Lo segundo que quisiera mencionar y subrayar, corolario de lo antedicho, es que evidentemente seguirá la línea de la sana reforma en la Iglesia, que no es de ruptura y discontinuidad con el pasado pero tampoco de condena y cerrazón ante el mundo (sea por aferrarse a meras costumbres o por contingencias temporales), para así poder brindar con real alcance e ímpetu el anuncio renovado de la fe ante tantos hombres y mujeres de buena voluntad, cuyo acercamiento se necesita en nuestro globalizado planeta. Aires nuevos soplaron. Fue elegido un Papa no europeo. La Iglesia es católica, es decir, universal. Había que plasmarlo también en un pontífice procedente de los pueblos evangelizados no hace tanto. Se reconoce por tanto la mayoría de edad también para esas –nuestras– iglesias. Surge así el primer Papa americano, lo cual debe llenarnos de orgullo por nuestra tierra y nuestro continente, innegablemente cristiano y, aun con sus problemas, más fresco y vigoroso religiosamente frente a la débil fe del viejo continente, que parece querer olvidar con mentalidad suicida sus raíces cristianas, constitutivas de su ser por antonomasia. Lo mejor de la herencia europea, procedente de Grecia, Roma, obviamente el cristianismo, y de la ilustración y la modernidad, podrá ser rechazado por la secularización, el fundamentalismo o las ideologías de moda, pero no por la Iglesia, y ella continuará creciendo además con los aportes únicos y necesarios que le ha obsequiado el resto del mundo evangelizado.

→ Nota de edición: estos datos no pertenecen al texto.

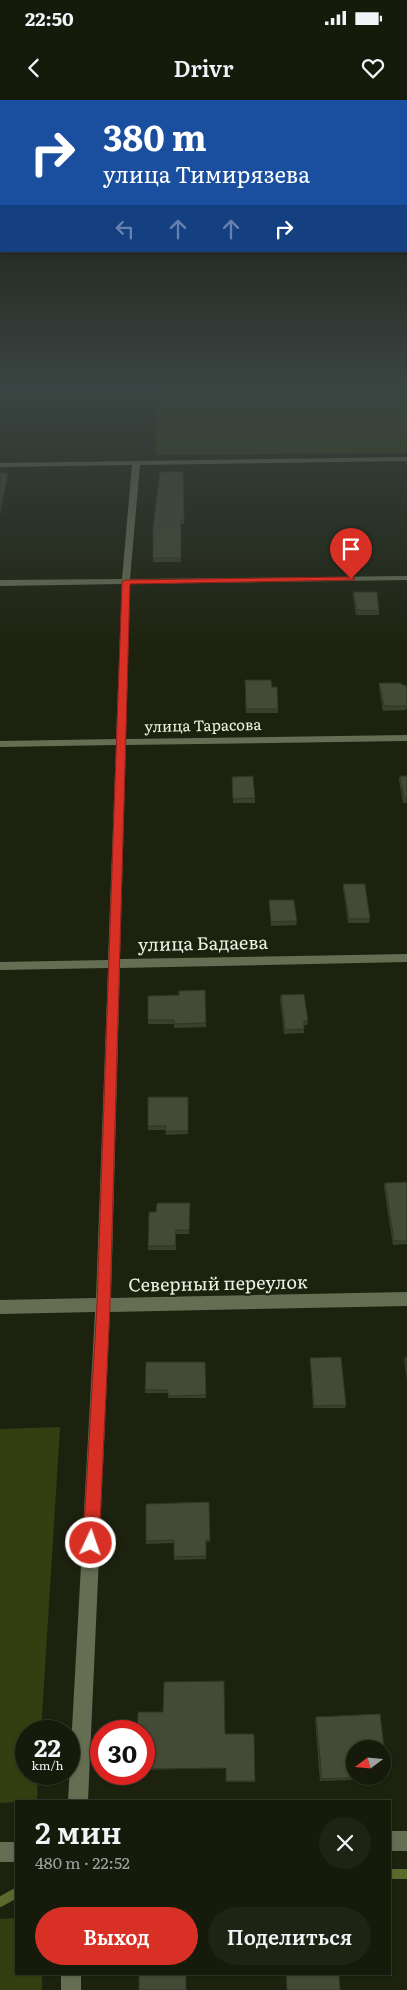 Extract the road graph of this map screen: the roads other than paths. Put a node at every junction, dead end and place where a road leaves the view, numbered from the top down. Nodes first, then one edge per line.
1 (135, 477) edge
2 (407, 578) edge
3 (126, 582) junction
4 (0, 583) edge
5 (407, 738) edge
6 (120, 742) junction
7 (0, 744) edge
8 (407, 958) edge
9 (113, 963) junction
10 (0, 966) edge
11 (407, 1299) edge
12 (103, 1305) junction
13 (0, 1307) edge
14 (78, 1800) edge
15 (391, 1841) edge
16 (407, 1841) edge
17 (0, 1852) edge
18 (15, 1852) edge
19 (71, 1975) edge
20 (71, 1990) edge

1 - 3 street
2 - 3 street
3 - 4 street
3 - 6 street
5 - 6 street, улица Тарасова
6 - 7 street, улица Тарасова
6 - 9 street
8 - 9 street, улица Бадаева
9 - 10 street, улица Бадаева
9 - 12 street
11 - 12 street, Северный переулок
12 - 13 street, Северный переулок
12 - 14 street
15 - 16 street
17 - 18 street
19 - 20 street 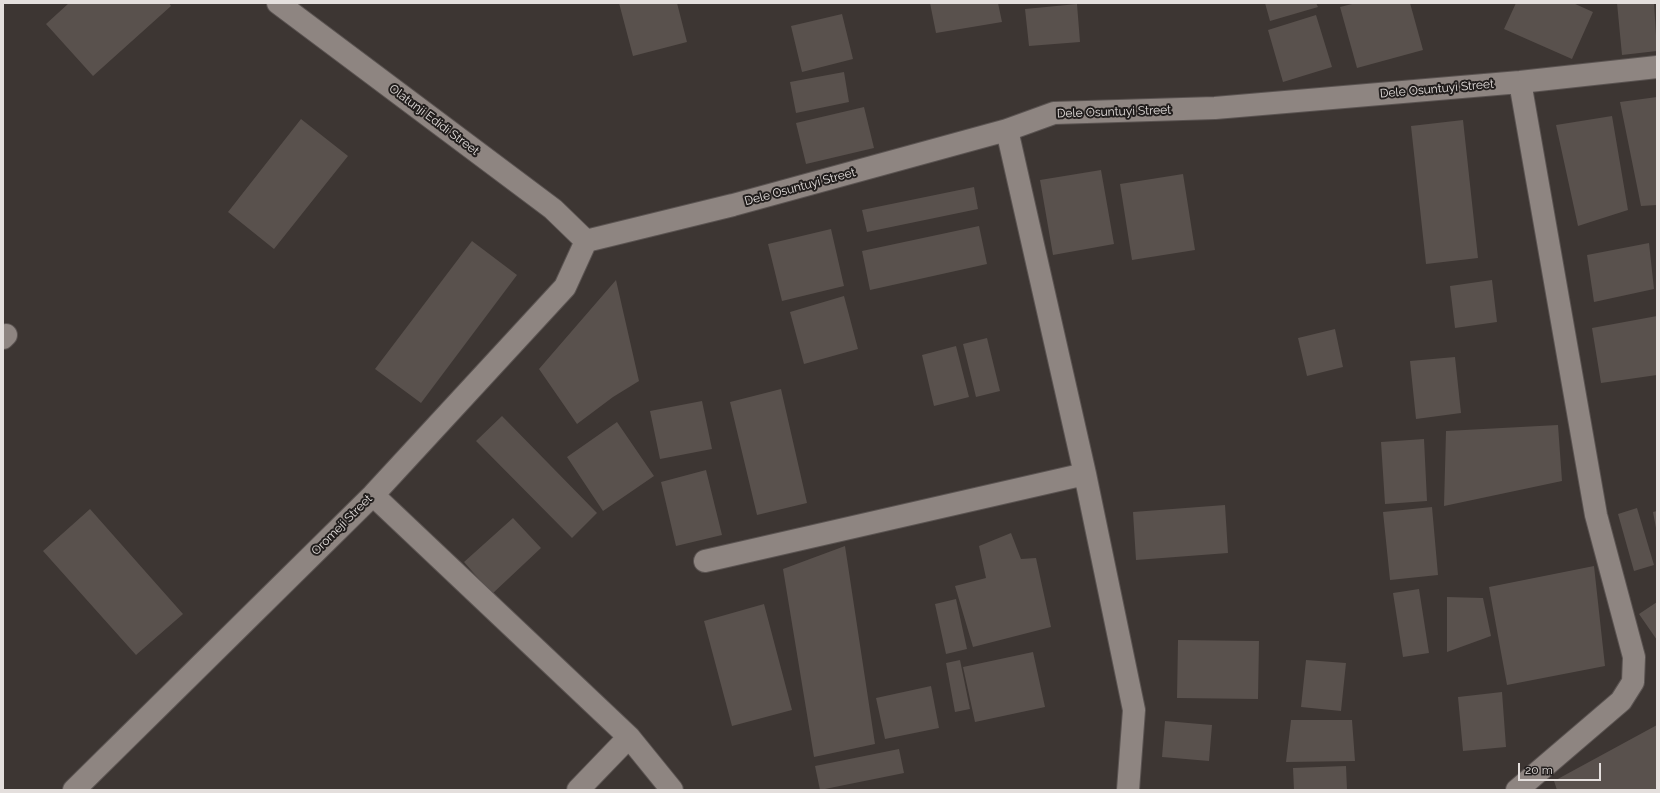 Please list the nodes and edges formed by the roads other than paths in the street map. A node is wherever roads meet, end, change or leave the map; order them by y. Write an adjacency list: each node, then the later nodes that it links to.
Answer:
1 (278, 3): 5 (street, Olatunji Edidi Street)
2 (1657, 67): 3 (street, Dele Osuntuyi Street)
3 (1520, 82): 4 (street, Dele Osuntuyi Street); 14 (street)
4 (1007, 130): 5 (street, Dele Osuntuyi Street); 6 (street)
5 (586, 241): 7 (street, Oromeji Street)
6 (1085, 474): 8 (street); 13 (street)
7 (372, 495): 9 (street); 10 (street, Oromeji Street)
8 (706, 561)
9 (629, 737): 11 (street); 12 (street)
10 (74, 790)
11 (578, 790)
12 (672, 790)
13 (1128, 790)
14 (1517, 790) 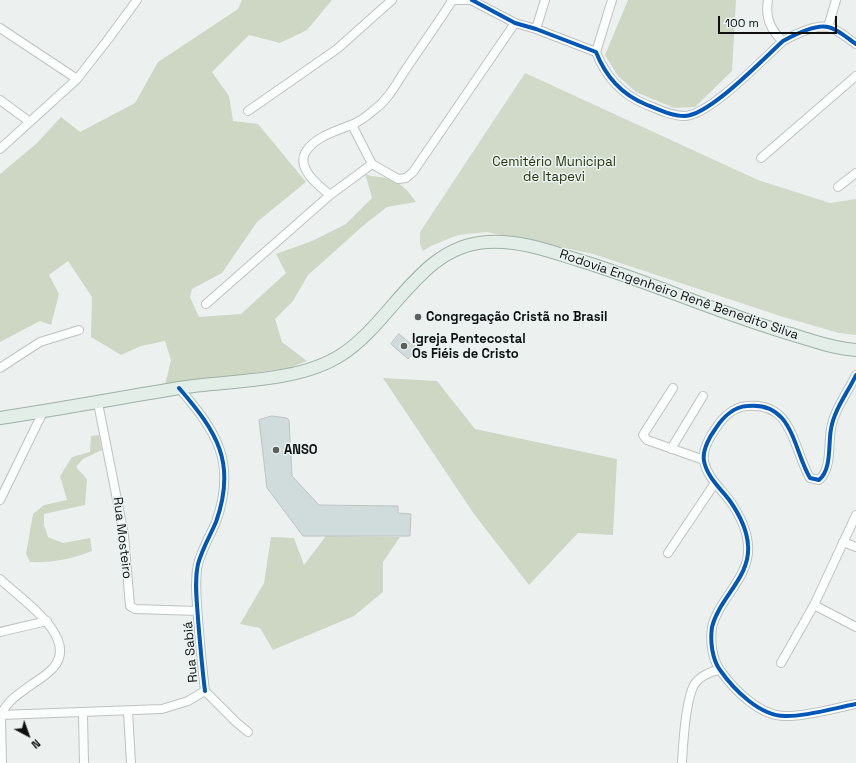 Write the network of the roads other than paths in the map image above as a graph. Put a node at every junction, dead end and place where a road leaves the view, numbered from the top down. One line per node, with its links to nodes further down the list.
1 (136, 0): 17 (street)
2 (392, 0): 19 (street)
3 (471, 0): 8 (street); 9 (street)
4 (545, 0): 12 (street)
5 (612, 0): 15 (street)
6 (768, 0): 13 (street)
7 (836, 0): 10 (street)
8 (452, 1): 21 (street)
9 (515, 23): 12 (street); 24 (street)
10 (828, 27): 13 (street); 14 (street)
11 (0, 28): 17 (street)
12 (536, 29): 15 (street)
13 (783, 41): 15 (street)
14 (856, 44)
15 (596, 52)
16 (856, 76): 23 (street)
17 (78, 79): 20 (street)
18 (0, 100): 20 (street)
19 (248, 111)
20 (30, 122): 22 (street)
21 (352, 125): 24 (street); 27 (street)
22 (0, 149)
23 (761, 158)
24 (372, 164): 27 (street)
25 (856, 173): 26 (street)
26 (838, 187)
27 (330, 195): 28 (street)
28 (206, 304)
29 (79, 330): 31 (street)
30 (856, 350): 33 (main road, Rodovia Engenheiro Renê Benedito Silva)
31 (0, 368)
32 (856, 375): 40 (street)
33 (179, 388): 36 (main road, Rodovia Engenheiro Renê Benedito Silva); 51 (street, Rua Sabiá)
34 (673, 388): 39 (street)
35 (703, 396): 39 (street)
36 (98, 403): 37 (main road, Rodovia Engenheiro Renê Benedito Silva); 51 (street, Rua Mosteiro)
37 (43, 412): 38 (main road, Rodovia Engenheiro Renê Benedito Silva); 41 (street)
38 (0, 418)
39 (671, 449): 40 (street)
40 (704, 460): 43 (street)
41 (10, 479): 42 (street); 44 (street)
42 (0, 480)
43 (715, 483): 48 (street); 56 (street)
44 (0, 500)
45 (856, 515): 46 (street)
46 (843, 542): 47 (street); 50 (street)
47 (856, 547)
48 (668, 553)
49 (0, 580): 52 (street)
50 (814, 605): 53 (street); 55 (street)
51 (197, 611): 57 (street, Rua Sabiá)
52 (46, 621): 54 (street); 61 (street)
53 (856, 627)
54 (0, 632)
55 (781, 664)
56 (720, 670): 58 (street); 66 (street)
57 (205, 691): 59 (street, Rua Sabiá); 62 (street)
58 (856, 704)
59 (128, 711): 60 (street, Rua Sabiá); 65 (street)
60 (83, 714): 61 (street, Rua Sabiá); 64 (street)
61 (1, 716): 63 (street)
62 (248, 732)
63 (2, 763)
64 (84, 763)
65 (131, 763)
66 (682, 763) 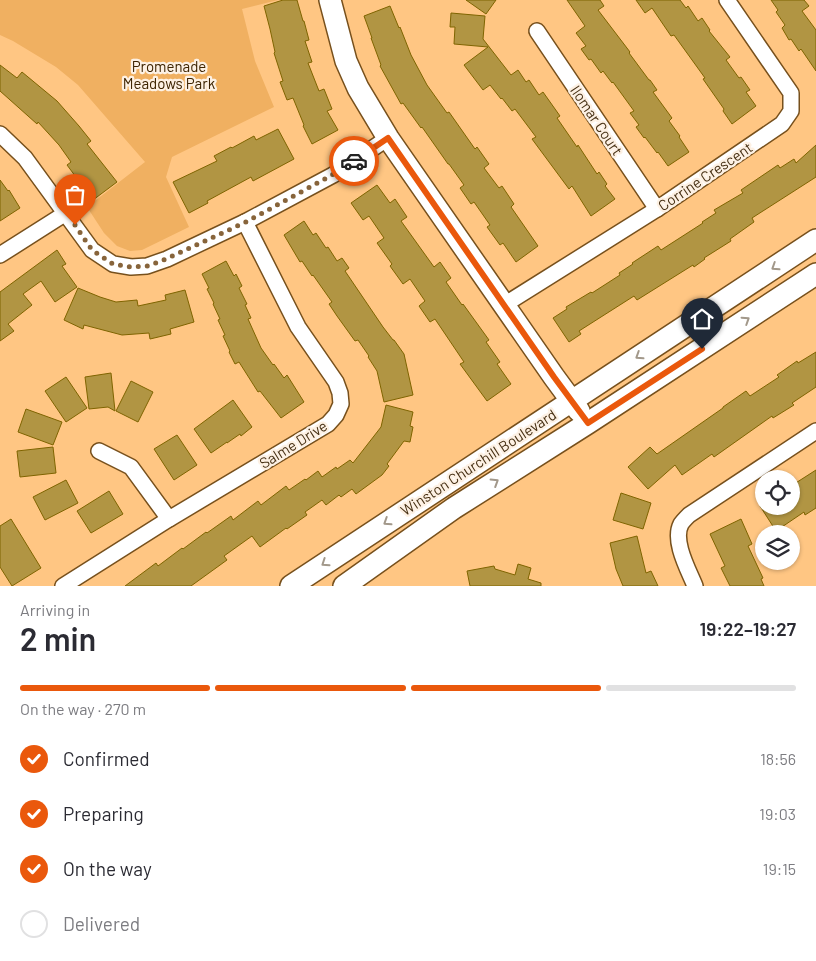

Por último, fue electo un Papa jesuita, también una novedad, que garantiza por su carisma fidelidad a las dos alas que batieron incansablemente Juan Pablo II y Benedicto XVI para que podamos elevarnos espiritualmente y llegar a la verdad: la Fe y la razón.

Demos gracias a Dios por el nuevo Papa: una elección divina sin dudas, un signo poderoso, una bendición para todo su pueblo.